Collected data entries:
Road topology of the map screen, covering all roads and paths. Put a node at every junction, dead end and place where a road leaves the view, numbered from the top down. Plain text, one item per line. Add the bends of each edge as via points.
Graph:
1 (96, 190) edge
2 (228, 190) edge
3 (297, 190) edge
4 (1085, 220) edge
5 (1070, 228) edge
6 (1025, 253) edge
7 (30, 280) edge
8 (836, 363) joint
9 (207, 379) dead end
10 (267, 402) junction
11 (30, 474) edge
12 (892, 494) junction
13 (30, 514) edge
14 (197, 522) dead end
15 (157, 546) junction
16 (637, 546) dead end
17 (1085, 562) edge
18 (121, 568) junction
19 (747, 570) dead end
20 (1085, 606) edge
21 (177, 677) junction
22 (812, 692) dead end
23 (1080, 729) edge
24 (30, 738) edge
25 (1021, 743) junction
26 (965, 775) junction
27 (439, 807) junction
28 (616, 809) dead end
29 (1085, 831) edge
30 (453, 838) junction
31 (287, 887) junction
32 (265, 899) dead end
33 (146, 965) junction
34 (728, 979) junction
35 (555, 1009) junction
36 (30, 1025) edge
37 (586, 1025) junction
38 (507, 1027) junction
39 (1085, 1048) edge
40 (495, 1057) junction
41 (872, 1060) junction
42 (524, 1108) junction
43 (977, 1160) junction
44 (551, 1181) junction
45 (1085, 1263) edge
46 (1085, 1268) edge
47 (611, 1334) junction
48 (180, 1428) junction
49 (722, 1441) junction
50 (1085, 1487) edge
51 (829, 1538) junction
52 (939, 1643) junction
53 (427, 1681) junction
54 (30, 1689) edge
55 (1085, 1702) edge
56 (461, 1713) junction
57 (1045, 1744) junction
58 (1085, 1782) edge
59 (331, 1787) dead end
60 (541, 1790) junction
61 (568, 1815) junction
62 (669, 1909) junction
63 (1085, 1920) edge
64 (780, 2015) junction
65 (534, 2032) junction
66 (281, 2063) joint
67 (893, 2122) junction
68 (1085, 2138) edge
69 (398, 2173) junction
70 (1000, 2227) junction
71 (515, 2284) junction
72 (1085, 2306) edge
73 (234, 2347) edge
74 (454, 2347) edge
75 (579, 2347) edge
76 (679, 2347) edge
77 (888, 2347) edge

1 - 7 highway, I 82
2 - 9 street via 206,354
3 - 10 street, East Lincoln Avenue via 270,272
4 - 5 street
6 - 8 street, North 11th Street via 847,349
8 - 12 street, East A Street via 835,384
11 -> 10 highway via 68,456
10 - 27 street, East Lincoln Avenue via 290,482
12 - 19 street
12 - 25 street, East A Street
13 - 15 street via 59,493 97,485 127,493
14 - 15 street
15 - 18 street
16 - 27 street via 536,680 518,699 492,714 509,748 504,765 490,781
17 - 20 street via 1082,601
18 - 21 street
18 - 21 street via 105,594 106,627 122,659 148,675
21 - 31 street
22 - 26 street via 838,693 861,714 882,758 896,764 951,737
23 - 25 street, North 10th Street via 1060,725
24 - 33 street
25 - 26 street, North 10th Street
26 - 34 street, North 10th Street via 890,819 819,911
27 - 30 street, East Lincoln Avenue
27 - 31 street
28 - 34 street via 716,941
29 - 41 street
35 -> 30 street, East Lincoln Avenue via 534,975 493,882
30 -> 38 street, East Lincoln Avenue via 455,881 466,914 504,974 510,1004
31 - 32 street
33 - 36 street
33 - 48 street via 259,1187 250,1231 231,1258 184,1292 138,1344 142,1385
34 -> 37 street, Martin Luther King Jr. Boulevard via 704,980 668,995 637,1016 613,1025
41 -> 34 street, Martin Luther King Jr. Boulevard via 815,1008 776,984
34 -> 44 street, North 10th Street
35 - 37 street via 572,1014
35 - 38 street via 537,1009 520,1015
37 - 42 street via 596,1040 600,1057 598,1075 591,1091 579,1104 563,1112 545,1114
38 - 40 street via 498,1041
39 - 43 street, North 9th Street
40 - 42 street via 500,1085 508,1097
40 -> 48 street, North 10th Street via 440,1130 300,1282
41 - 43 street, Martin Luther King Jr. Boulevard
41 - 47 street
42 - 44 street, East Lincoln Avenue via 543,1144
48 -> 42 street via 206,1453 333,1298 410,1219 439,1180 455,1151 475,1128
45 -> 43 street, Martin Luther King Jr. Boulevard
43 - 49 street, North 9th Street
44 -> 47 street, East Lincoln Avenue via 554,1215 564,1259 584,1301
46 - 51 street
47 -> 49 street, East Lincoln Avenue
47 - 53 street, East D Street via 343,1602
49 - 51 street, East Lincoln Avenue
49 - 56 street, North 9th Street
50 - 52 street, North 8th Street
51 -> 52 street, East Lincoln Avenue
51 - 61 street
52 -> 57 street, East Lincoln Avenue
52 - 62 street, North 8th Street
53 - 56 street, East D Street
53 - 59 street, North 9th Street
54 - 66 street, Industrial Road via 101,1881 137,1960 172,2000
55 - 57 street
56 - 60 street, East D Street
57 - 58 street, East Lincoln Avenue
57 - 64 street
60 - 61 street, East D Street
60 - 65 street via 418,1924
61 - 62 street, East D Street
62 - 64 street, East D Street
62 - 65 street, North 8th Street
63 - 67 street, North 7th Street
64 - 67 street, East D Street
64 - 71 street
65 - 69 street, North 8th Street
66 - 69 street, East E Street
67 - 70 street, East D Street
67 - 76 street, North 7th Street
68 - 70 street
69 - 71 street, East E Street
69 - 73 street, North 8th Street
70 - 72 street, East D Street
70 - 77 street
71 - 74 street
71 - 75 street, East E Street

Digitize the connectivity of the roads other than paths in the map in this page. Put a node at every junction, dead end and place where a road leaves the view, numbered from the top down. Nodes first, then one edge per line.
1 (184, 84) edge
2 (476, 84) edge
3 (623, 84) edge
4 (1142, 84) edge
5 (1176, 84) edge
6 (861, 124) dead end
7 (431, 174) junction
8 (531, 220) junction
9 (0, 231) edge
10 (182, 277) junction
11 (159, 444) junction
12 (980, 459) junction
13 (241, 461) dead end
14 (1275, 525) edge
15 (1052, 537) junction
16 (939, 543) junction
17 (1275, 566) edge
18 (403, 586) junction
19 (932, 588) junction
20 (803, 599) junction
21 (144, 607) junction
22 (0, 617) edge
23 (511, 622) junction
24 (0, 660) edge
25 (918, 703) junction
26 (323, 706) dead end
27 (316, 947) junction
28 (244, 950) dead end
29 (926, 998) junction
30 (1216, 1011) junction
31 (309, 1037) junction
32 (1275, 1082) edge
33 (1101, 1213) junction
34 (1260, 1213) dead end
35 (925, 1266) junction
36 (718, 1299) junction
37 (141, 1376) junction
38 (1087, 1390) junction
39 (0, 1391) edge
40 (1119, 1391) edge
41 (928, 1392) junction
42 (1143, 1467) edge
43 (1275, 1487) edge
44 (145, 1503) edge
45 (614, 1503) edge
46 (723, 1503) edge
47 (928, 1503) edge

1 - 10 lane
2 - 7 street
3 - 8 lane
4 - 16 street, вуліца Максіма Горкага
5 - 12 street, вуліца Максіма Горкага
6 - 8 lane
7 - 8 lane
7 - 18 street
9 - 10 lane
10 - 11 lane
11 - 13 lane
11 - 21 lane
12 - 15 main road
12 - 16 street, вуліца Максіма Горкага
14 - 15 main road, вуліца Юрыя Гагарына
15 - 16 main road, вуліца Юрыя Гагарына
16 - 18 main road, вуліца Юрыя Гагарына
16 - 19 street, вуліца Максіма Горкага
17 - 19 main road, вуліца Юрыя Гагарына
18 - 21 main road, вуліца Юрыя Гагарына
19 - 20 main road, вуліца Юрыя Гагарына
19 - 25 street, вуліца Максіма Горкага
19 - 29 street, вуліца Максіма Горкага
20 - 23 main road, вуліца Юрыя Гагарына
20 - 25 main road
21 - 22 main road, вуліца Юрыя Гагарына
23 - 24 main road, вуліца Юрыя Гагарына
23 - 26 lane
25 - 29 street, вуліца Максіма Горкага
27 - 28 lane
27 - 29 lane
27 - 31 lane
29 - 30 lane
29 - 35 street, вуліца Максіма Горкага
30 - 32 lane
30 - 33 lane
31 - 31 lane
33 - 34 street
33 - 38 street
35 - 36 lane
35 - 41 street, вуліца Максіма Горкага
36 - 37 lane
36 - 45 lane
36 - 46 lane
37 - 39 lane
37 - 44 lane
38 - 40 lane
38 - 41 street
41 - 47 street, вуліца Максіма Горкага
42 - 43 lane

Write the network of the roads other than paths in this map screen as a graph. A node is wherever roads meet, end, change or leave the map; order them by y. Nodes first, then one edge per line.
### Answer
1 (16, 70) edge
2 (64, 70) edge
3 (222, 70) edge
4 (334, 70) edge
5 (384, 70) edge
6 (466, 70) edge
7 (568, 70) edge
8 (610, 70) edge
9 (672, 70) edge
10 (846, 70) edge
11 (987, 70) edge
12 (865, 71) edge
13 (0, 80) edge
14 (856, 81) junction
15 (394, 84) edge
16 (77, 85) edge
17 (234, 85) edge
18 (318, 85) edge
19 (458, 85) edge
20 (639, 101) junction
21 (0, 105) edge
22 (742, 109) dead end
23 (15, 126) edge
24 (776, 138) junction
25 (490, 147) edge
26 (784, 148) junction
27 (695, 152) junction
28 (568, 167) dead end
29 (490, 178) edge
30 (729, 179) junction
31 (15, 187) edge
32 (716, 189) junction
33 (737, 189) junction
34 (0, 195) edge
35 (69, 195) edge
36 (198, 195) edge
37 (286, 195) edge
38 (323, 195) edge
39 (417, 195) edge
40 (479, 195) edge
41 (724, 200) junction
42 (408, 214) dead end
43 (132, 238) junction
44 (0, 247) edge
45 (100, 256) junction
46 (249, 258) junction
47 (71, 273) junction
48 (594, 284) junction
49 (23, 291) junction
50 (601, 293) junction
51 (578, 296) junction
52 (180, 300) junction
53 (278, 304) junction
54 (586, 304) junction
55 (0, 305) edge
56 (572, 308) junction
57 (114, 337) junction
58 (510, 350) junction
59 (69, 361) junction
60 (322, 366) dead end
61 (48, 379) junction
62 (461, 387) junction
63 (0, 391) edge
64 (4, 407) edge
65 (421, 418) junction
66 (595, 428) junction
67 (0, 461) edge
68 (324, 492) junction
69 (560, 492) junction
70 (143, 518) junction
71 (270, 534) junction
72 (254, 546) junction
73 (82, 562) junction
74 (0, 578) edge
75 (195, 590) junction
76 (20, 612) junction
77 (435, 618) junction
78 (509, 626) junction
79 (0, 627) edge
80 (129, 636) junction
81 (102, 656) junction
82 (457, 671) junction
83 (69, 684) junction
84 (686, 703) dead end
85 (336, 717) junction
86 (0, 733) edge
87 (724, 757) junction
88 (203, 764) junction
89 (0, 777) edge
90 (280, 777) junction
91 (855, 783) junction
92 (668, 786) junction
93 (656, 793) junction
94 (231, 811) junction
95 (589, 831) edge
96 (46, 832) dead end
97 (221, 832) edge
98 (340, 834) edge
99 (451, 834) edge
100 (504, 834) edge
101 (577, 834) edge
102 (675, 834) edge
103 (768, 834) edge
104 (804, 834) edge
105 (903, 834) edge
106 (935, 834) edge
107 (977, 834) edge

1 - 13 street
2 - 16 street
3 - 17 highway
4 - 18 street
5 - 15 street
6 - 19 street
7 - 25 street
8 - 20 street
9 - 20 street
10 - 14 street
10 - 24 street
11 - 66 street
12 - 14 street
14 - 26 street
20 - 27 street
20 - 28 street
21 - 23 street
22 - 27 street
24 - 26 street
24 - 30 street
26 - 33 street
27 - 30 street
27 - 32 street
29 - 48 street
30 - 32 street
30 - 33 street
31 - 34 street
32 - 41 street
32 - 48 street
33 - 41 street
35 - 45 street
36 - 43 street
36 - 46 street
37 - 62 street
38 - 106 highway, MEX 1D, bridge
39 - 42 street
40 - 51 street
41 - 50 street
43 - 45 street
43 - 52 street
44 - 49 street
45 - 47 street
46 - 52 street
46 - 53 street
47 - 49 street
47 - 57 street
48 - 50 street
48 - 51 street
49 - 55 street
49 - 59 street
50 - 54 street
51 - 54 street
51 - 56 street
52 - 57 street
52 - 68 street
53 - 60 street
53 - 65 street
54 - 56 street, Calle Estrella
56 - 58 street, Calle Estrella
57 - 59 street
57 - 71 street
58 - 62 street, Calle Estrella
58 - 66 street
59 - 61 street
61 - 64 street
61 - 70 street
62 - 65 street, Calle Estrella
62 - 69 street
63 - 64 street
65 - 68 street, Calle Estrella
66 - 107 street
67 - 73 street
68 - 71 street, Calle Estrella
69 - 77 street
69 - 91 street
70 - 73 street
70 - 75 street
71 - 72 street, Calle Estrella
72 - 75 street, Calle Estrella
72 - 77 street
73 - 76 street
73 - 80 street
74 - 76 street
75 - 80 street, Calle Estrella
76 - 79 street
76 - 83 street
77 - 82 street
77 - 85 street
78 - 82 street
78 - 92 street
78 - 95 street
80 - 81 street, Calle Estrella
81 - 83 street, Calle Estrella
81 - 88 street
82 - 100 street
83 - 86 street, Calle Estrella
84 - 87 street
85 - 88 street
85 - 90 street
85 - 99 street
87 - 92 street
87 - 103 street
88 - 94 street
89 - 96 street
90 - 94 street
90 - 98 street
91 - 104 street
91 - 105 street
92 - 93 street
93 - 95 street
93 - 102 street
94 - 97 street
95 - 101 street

- WHAT THE TASK REQUIRES -
How many lines of the data above include the word "Гагарына"? Only that number should be returned.

- THE ANSWER -
9